La grande povertà che continua a essere presente nel mondo ha, secondo Benedetto, cause ben identificabili: sono lo sfruttamento, la corruzione, la mancanza di garanzie sociali, la precarietà del lavoro, l’indebolimento dei sindacati. Benedetto, che dice no ai tagli alla spesa sociale, punta il dito contro l’abbassamento del livello di tutela dei diritti dei lavoratori e invoca un lavoro «decente» precisando che esso è tale quando è scelto liberamente, quando consente di soddisfare le necessità delle famiglie e di scolarizzare i figli, e quando permette ai lavoratori di essere rispettati, di associarsi, di far sentire la loro voce e di avere un futuro dignitoso una volta arrivati all’età della pensione.

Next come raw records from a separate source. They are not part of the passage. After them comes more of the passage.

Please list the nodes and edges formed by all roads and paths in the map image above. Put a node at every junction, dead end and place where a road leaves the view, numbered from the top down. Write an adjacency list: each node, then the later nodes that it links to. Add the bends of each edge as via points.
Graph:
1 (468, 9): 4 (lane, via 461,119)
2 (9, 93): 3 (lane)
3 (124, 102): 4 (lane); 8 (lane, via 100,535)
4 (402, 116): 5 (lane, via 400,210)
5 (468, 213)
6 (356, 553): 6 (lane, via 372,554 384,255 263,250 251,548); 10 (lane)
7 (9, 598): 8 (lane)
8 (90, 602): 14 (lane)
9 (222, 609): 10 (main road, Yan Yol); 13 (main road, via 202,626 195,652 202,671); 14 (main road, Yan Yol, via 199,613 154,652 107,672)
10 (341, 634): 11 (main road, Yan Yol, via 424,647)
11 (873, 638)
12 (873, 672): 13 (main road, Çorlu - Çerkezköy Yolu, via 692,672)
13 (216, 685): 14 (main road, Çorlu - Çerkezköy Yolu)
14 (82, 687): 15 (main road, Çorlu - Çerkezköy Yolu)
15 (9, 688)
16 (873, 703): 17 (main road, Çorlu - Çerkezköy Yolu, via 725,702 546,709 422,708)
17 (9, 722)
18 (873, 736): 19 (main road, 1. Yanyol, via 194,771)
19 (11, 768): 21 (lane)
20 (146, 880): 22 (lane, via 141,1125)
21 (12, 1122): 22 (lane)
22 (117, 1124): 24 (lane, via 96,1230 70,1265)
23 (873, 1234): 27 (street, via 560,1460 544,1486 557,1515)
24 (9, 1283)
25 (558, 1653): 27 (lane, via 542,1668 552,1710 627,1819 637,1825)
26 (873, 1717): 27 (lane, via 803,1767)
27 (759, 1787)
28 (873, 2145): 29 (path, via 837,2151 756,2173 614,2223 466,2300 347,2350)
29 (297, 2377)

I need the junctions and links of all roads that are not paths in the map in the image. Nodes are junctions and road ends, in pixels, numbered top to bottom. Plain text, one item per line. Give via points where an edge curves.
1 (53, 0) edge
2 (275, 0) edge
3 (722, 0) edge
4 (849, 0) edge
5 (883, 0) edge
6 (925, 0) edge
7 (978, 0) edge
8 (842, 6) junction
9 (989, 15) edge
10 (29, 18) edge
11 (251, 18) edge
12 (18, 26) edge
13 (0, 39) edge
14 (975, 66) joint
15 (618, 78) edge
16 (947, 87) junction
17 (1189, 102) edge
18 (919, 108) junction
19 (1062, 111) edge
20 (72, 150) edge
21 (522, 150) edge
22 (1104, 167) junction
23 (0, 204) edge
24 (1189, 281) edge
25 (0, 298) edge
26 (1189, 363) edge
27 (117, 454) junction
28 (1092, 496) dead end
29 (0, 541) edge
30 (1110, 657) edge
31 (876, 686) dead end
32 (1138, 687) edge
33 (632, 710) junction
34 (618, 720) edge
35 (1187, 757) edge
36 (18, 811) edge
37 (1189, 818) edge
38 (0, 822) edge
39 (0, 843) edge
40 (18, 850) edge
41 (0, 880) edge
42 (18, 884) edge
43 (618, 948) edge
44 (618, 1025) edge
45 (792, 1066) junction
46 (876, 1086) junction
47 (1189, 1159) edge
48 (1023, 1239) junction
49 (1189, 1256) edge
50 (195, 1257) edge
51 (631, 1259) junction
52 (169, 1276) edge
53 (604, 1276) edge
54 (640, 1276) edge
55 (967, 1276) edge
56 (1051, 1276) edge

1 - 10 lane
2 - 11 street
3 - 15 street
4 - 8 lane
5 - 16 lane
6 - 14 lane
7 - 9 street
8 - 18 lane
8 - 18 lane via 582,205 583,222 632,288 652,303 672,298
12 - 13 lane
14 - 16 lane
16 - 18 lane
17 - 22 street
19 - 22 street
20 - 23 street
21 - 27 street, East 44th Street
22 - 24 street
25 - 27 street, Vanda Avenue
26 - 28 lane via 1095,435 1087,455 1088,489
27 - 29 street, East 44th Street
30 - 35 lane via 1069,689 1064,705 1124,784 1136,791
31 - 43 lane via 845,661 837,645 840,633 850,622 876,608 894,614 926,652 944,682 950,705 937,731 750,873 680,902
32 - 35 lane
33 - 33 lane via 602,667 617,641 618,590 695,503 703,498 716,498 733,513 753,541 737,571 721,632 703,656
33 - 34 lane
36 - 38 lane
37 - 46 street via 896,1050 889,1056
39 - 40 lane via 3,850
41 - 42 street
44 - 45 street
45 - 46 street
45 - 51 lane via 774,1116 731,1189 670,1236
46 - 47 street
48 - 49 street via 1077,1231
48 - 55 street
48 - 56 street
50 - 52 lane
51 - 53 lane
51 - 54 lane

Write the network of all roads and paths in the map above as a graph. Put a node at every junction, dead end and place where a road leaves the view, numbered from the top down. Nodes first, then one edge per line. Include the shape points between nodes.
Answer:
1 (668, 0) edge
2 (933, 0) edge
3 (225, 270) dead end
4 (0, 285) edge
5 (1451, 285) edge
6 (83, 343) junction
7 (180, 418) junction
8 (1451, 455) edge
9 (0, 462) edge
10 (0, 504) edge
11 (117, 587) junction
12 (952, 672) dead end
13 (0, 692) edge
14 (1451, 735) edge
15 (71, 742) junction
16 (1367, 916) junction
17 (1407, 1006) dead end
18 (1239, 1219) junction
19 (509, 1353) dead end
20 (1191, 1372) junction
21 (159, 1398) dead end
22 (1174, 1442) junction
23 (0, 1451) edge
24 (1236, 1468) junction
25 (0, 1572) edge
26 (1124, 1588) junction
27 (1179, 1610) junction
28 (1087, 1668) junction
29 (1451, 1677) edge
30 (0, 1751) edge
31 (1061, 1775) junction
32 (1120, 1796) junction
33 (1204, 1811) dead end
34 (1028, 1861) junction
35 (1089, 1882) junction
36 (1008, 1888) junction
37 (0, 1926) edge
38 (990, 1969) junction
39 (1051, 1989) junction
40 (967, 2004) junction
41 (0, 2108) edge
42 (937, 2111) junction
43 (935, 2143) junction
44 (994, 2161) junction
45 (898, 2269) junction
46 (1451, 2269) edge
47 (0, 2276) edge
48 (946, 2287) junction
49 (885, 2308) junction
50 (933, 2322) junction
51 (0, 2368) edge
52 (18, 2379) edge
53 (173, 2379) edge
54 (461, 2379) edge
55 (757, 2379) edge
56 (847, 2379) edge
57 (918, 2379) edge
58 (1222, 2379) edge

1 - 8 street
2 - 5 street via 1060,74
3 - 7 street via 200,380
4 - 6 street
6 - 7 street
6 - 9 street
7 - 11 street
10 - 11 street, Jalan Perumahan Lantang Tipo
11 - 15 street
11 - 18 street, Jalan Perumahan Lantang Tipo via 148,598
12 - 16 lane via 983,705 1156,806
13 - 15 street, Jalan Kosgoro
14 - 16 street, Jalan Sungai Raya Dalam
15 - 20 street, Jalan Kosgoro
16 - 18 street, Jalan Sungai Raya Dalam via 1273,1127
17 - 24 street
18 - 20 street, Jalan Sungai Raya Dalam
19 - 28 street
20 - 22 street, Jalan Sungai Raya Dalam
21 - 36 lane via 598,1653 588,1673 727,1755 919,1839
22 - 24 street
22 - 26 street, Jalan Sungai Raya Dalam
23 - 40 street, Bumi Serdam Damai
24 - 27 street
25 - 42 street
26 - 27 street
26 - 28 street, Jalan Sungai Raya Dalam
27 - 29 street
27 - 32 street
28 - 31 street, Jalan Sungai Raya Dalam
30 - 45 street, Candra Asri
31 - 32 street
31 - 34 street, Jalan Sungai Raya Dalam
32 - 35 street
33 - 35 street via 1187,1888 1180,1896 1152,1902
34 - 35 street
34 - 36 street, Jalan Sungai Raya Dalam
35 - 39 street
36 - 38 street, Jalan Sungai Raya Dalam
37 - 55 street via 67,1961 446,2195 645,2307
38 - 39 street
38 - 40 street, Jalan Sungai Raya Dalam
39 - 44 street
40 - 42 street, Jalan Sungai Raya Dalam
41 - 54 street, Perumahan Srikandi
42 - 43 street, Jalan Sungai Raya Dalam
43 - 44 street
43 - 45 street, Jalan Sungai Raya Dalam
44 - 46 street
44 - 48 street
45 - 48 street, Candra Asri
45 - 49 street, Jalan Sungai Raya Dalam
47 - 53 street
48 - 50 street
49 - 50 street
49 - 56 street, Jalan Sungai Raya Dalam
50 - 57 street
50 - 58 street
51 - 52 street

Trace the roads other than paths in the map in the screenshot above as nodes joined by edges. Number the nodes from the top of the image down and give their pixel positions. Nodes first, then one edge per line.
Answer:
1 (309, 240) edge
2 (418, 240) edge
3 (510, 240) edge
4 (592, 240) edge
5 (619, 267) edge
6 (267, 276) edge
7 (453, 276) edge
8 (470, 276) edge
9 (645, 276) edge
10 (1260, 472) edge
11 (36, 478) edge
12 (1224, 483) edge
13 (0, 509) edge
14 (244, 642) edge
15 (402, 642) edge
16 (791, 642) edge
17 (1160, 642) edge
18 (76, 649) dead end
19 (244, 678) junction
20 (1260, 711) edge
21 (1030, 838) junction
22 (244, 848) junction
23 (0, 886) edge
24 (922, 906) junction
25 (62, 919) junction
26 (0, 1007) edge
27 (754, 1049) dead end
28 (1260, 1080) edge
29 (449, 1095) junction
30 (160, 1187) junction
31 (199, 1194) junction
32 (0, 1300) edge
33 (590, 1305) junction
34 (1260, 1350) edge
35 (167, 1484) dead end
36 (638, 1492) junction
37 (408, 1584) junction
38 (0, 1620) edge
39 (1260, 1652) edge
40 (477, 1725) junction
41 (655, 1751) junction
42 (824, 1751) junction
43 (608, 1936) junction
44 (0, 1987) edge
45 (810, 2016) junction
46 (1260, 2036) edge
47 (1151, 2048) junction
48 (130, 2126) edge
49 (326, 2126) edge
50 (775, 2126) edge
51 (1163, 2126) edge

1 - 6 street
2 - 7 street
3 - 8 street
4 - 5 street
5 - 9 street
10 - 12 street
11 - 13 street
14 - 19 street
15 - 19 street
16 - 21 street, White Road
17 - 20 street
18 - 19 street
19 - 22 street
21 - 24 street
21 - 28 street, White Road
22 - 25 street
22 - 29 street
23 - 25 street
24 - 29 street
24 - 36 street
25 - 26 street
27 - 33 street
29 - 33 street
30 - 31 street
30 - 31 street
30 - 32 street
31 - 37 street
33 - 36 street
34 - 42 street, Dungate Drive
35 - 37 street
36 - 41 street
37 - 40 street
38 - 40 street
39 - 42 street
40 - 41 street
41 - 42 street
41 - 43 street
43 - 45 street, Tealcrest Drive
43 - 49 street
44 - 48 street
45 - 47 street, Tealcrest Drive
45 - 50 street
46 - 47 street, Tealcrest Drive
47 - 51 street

La stessa concretezza si ritrova nelle pagine dedicate agli immigrati. La gestione dei flussi è complessa e necessita di collaborazione internazionale ma sempre partendo dal dato certo che ogni migrante è persona umana in possesso di diritti inalienabili e che i lavoratori stranieri non possono essere trattati come merce o mera forza lavoro.
Forte è l’appello alla difesa della vita, contro la «pianificazione eugenetica delle nascite» e il ricorso all’aborto per il controllo demografico. Troppo spesso gli aiuti allo sviluppo sono legati a politiche sanitarie che inducono al controllo delle nascite o all’eutanasia.
È scorretto considerare l’aumento della popolazione la prima causa del sottosviluppo.
L’apertura responsabile alla vita è una ricchezza sociale ed economica. I paesi più poveri hanno bisogno di serie riforme, specie in agricoltura. «La fame non dipende tanto da scarsità materiale, quanto da scarsità di risorse sociali». Gli organismi impegnati nella cooperazione allo sviluppo dovrebbero interrogarsi «sulla reale efficacia dei loro apparati burocratici e amministrativi, spesso troppo costosi».
La crisi economica obbliga tutti a «riprogettare il cammino». La ricchezza mondiale cresce in termini assoluti eppure aumentano le disparità: vuol dire che il problema sta nel governo dell’economia, e il governo è questione morale prima che tecnica.